Monday, 14 March 2011

English as spoken by the Japanese

sometimes becomes an entirely new language. Sheer exhaustion on the part of Japanese colleagues trying to set up communication lines is not helping matters. I have the easy part in all this. I am just doing some coordinating and putting people in touch with other people.
It has however made me even more aware than I was of two things.
The first is that Japanese is an extremely complex language, even for the Japanese. The second is that the Japanese do not expect others to speak their language, indeed they would generally prefer others did not try - apart from a few polite phrases.
Written Japanese is made more complex by the use of "katakana", "hiragana", "kanji" and "romaji". The first two are syllabaries. They are related in origin, identical in structure - and not used together. "Kanji" are the characters that look more like Chinese. This is because they have their origin in Chinese characters. Japanese however is in no way related to Chinese. It is, according to my reading, not related to any other language on earth. Chinese may have influenced written Japanese but it has not influenced the structure or the vocabulary. The Japanese borrowed just as much as they needed and put it to their own unique use.
Japanese is usually written in a combination of "kanji" and "hiragana" with loan words, typically from German, French and English, written using "katakana" - because katakana can handle unfamiliar sounds. (The Japanese do not differentiate between something like "l" and "r" and find it difficult to both hear and say if they have grown up in Japan.)
"Romaji" is the standard means of converting Japanese to the Roman alphabet. It has been used for over a century.
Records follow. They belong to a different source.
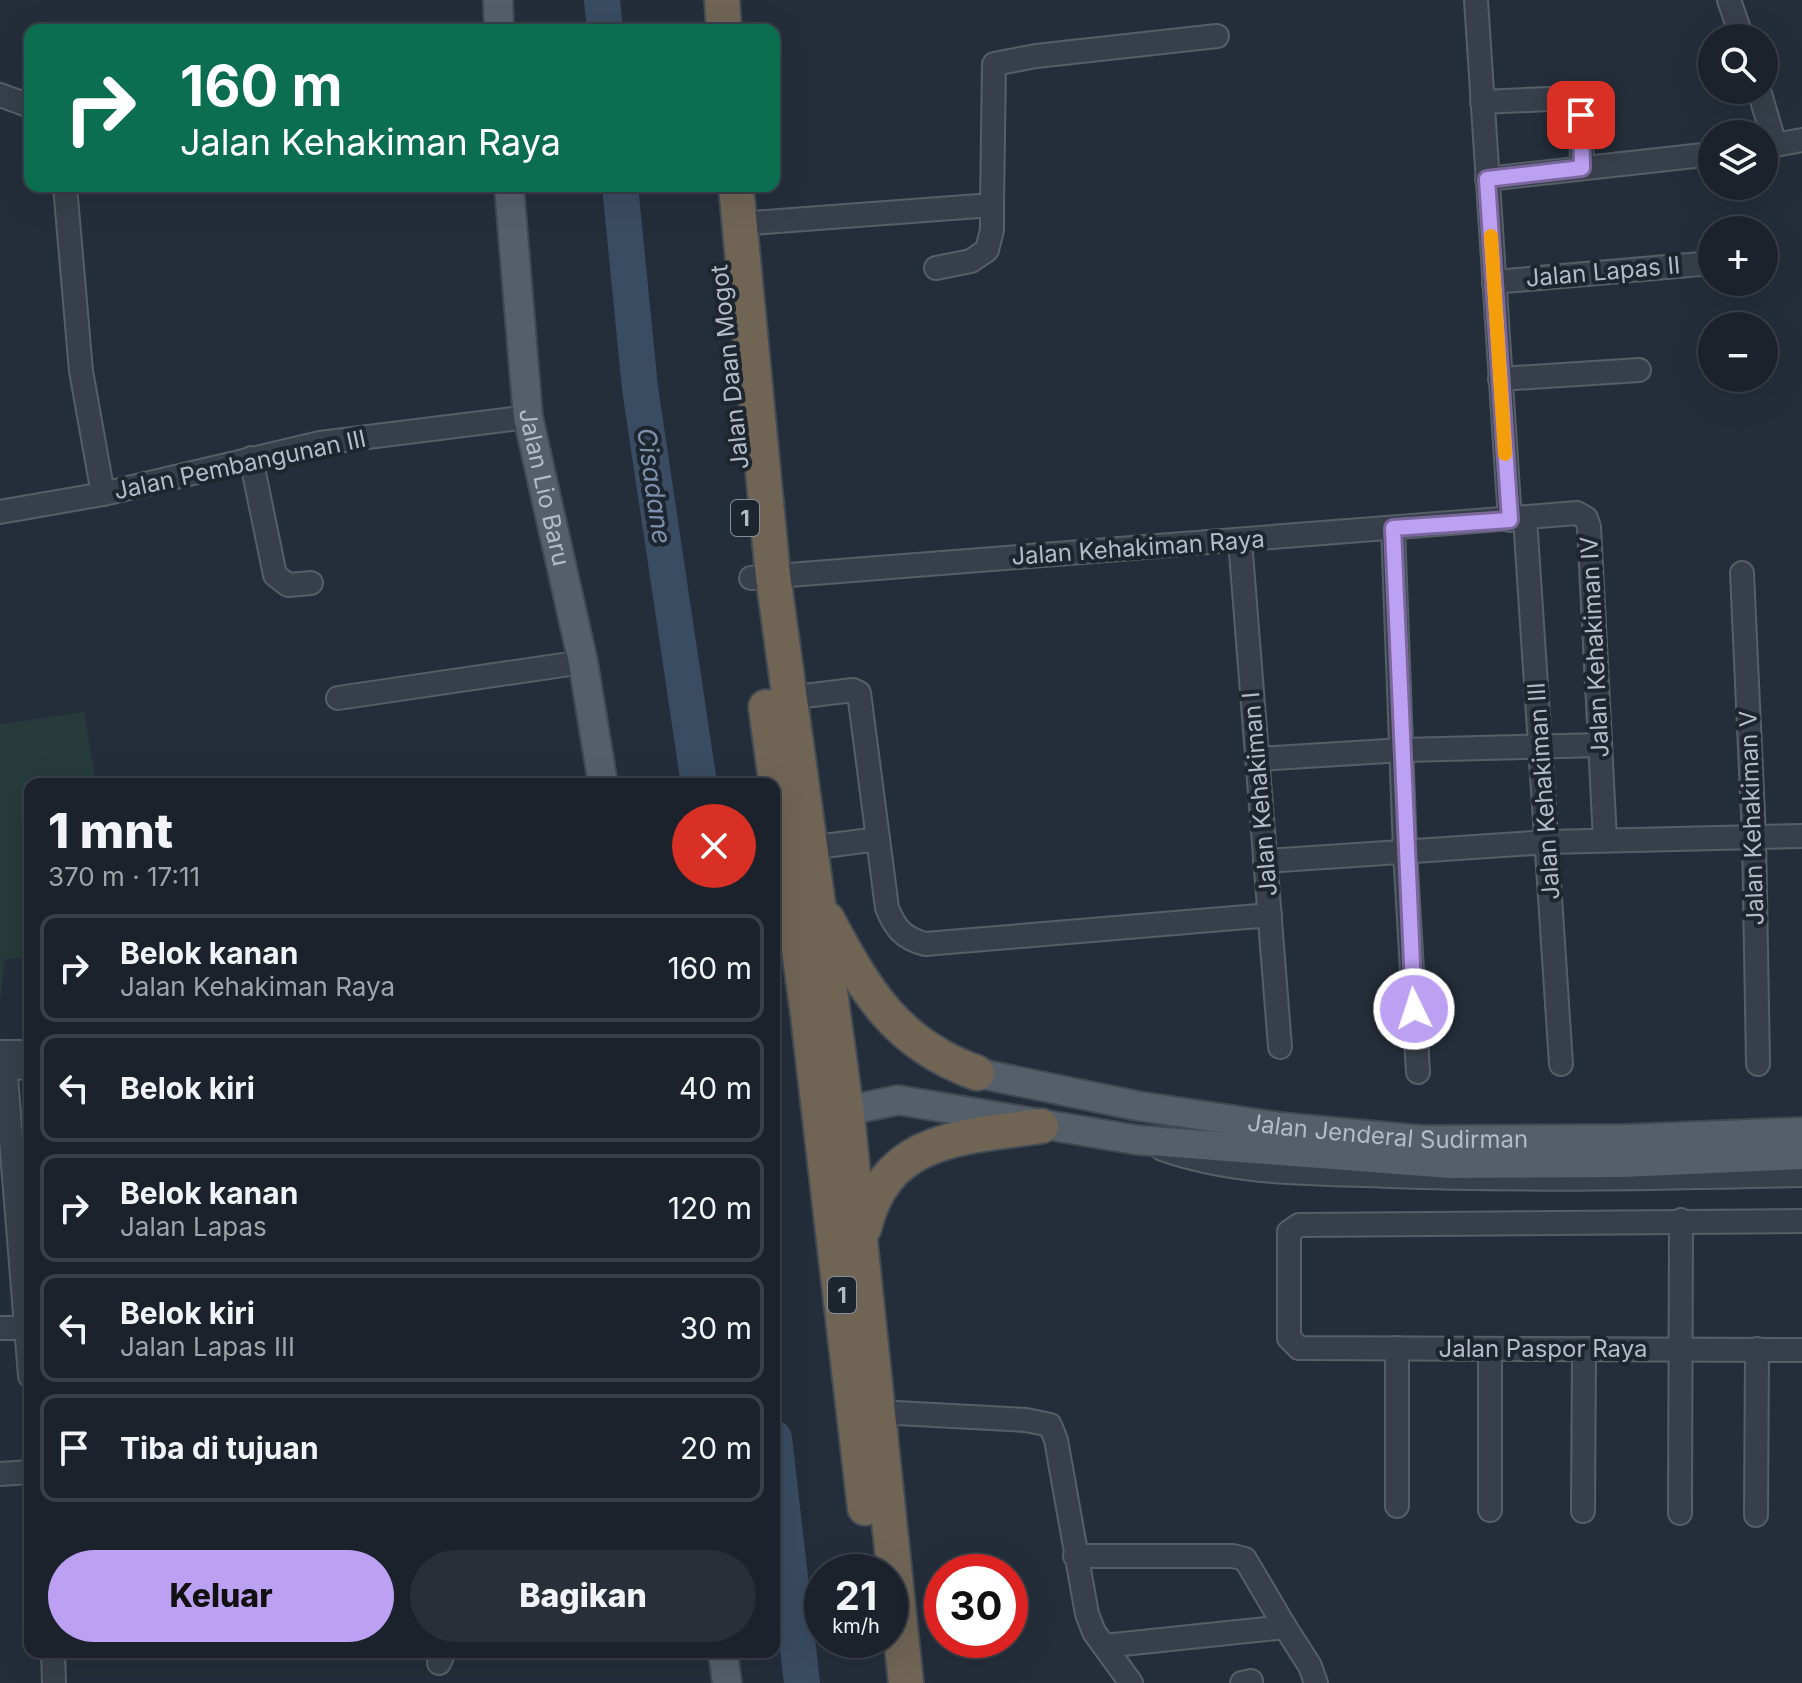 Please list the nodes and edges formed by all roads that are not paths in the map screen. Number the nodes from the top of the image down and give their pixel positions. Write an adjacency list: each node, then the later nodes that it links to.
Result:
1 (498, 0): 6 (main road)
2 (702, 0): 7 (highway)
3 (722, 0): 8 (highway)
4 (1476, 0): 12 (street, Jalan Kehakiman III)
5 (1729, 0): 9 (street)
6 (499, 24)
7 (704, 24)
8 (724, 24)
9 (1737, 24)
10 (1217, 36): 23 (street)
11 (0, 95): 13 (street)
12 (1482, 102): 17 (street); 18 (street, Jalan Kehakiman III)
13 (24, 104)
14 (1802, 140): 15 (street)
15 (1778, 144)
16 (1698, 156): 17 (street)
17 (1582, 168): 18 (street)
18 (1487, 179): 27 (street, Jalan Kehakiman III)
19 (66, 192): 32 (street)
20 (509, 192): 30 (main road, Jalan Lio Baru)
21 (715, 192): 38 (highway, Jalan Daan Mogot / 1)
22 (736, 192): 24 (highway, Jalan Daan Mogot / 1)
23 (992, 205): 24 (street); 26 (street)
24 (739, 224): 38 (highway, Jalan Daan Mogot / 1)
25 (1698, 264): 27 (street, Jalan Lapas II)
26 (936, 268)
27 (1494, 282): 29 (street, Jalan Kehakiman III)
28 (1639, 370): 29 (street)
29 (1500, 379): 34 (street, Jalan Kehakiman III)
30 (528, 417): 31 (street, Jalan Pembangunan III); 40 (main road, Jalan Lio Baru)
31 (251, 458): 32 (street, Jalan Pembangunan III); 39 (street)
32 (103, 494): 33 (street, Jalan Pembangunan III)
33 (0, 512)
34 (1517, 519): 35 (street, Jalan Kehakiman Raya); 43 (street, Jalan Kehakiman III); 44 (street, Jalan Kehakiman IV)
35 (1393, 528): 36 (street, Jalan Kehakiman Raya); 45 (street)
36 (1240, 540): 38 (street, Jalan Kehakiman Raya); 46 (street, Jalan Kehakiman I)
37 (1742, 573): 51 (street, Jalan Kehakiman V)
38 (762, 577): 42 (highway, Jalan Daan Mogot / 1); 48 (highway, Jalan Daan Mogot / 1)
39 (311, 583)
40 (583, 662): 41 (street); 47 (main road, Jalan Lio Baru)
41 (338, 698)
42 (788, 698): 52 (street); 55 (highway, Jalan Daan Mogot / 1)
43 (1540, 744): 44 (street); 45 (street); 54 (street, Jalan Kehakiman III)
44 (1600, 745): 53 (street, Jalan Kehakiman IV)
45 (1403, 750): 46 (street); 56 (street)
46 (1257, 759): 57 (street, Jalan Kehakiman I)
47 (602, 778)
48 (778, 778)
49 (780, 810): 73 (highway, Jalan Daan Mogot / 1)
50 (1802, 836): 51 (street)
51 (1754, 837): 53 (street); 64 (street, Jalan Kehakiman V)
52 (878, 839): 55 (street); 59 (street)
53 (1605, 840): 54 (street)
54 (1548, 842): 56 (street); 63 (street, Jalan Kehakiman III)
55 (809, 848): 58 (highway, Jalan Daan Mogot / 1)
56 (1405, 851): 57 (street); 66 (street)
57 (1265, 861): 59 (street, Jalan Kehakiman I)
58 (815, 898): 67 (highway); 68 (highway, Jalan Daan Mogot / 1)
59 (1270, 915): 60 (street, Jalan Kehakiman I)
60 (1280, 1047)
61 (24, 1054): 62 (street)
62 (2, 1060): 65 (street); 74 (street)
63 (1561, 1064)
64 (1758, 1064)
65 (24, 1066)
66 (1418, 1072)
67 (977, 1073): 70 (main road, Jalan Jenderal Sudirman)
68 (847, 1116): 69 (main road, Jalan Jenderal Sudirman); 73 (main road, Jalan Daan Mogot); 78 (highway, Jalan Daan Mogot / 1)
69 (1041, 1126): 71 (main road, Jalan Jenderal Sudirman); 78 (highway)
70 (1802, 1132)
71 (1137, 1140): 72 (main road, Jalan Jenderal Sudirman); 75 (street, Jalan Jenderal Sudirman)
72 (1802, 1155)
73 (827, 1168): 88 (highway, Jalan Daan Mogot / 1)
74 (6, 1172): 79 (street)
75 (1802, 1175)
76 (1681, 1220): 77 (street); 82 (street, Jalan Paspor Raya); 85 (street)
77 (1802, 1221)
78 (861, 1244): 88 (highway, Jalan Daan Mogot / 1)
79 (24, 1312)
80 (0, 1328): 81 (street)
81 (24, 1328)
82 (1397, 1348): 83 (street, Jalan Paspor Raya); 91 (street)
83 (1490, 1349): 84 (street, Jalan Paspor Raya); 92 (street)
84 (1584, 1349): 85 (street, Jalan Paspor Raya); 93 (street)
85 (1681, 1349): 86 (street, Jalan Paspor Raya); 94 (street)
86 (1757, 1349): 87 (street, Jalan Paspor Raya); 95 (street)
87 (1802, 1350)
88 (871, 1430): 96 (highway, Jalan Daan Mogot / 1); 97 (street); 106 (highway, Jalan Daan Mogot / 1)
89 (24, 1472): 90 (street)
90 (0, 1474)
91 (1397, 1506)
92 (1490, 1510)
93 (1583, 1511)
94 (1680, 1513)
95 (1756, 1515)
96 (872, 1554)
97 (1075, 1556): 98 (street); 99 (street)
98 (1285, 1627): 99 (street); 108 (street)
99 (1104, 1646): 107 (street)
100 (53, 1658): 103 (street)
101 (724, 1658): 104 (main road)
102 (882, 1658): 105 (highway)
103 (54, 1683)
104 (727, 1683)
105 (884, 1683)
106 (906, 1683)
107 (1131, 1683)
108 (1316, 1683)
It is as much a defence against foreign interference as it is a way of being polite to foreigners.
Japanese also has many polite forms, ways of being deferential (especially to superiors) and ways of communicating through an interpreter with those who do not speak Japanese. The Japanese use many euphemisms. They do not use definite and indefinite articles. The vocabulary used by men is not always the same as the vocabulary used by women. Men are more likely to use loan words from other languages. Women, even the younger women, will use a more restricted vocabulary - especially when speaking to older Japanese. It is still considered highly impolite for women to use certain words.
Trying to use Japanese is a minefield. Very few Westerners succeed in really speaking Japanese and even fewer become genuinely fluent.
Right now however the Japanese need outside help. There are going to be some communication problems. My Japanese colleagues are telling me they do not want Westerners trying to use limited amounts of very poor Japanese - which will almost certainly be misunderstood. They would prefer people to use English and rely on interpreters or on augmentative and alternative means of communication.
The Japanese will not consider this impolite. They will consider it far more impolite if we misuse or abuse their language.
It makes me wonder why we persist in the myth that we must learn Japanese if we want to do business with Japan. It seems the Japanese would prefer English - even in a sometimes delightfully different form.


Anonymous said...

Interesting. I have to agree with you. On my trips to Japan I have just used a few polite phrases (and had trouble getting those exactly right!) The Japanese much prefer to use English and/or interpreters. They consider it impolite when others mangle their language. I find it much harder than Thai!

Rachel Fenton said...

We were at a party hosted by Japanese friends several months ago where the mother was over from Japan. A woman came who had stayed with the family when they had all lived in Japan - she had gone on exchange to learn the language - they chatted fluently for a few minutes in Japanese until the visitor wanted to ask if she could help with the food. Apparently she hadn't learnt how to ask this the first time around!

jeanfromcornwall said...

Watching NHK news when the disaster had just happened we were amazed by the skill of the people who were providing simultaneous translation.

catdownunder said...

I admire the translators as well because Japanese is very difficult for a Westerner and to get right for a Westerner. I think they were using UN standard interpreters on the BBC/NHK link.
Rachel I think your experience just goes to show how difficult it is to learn Japanese. That is the sort of question one ought to be able to put together but to do so using the correct forms would be a minefield composed of grammatical and social traps.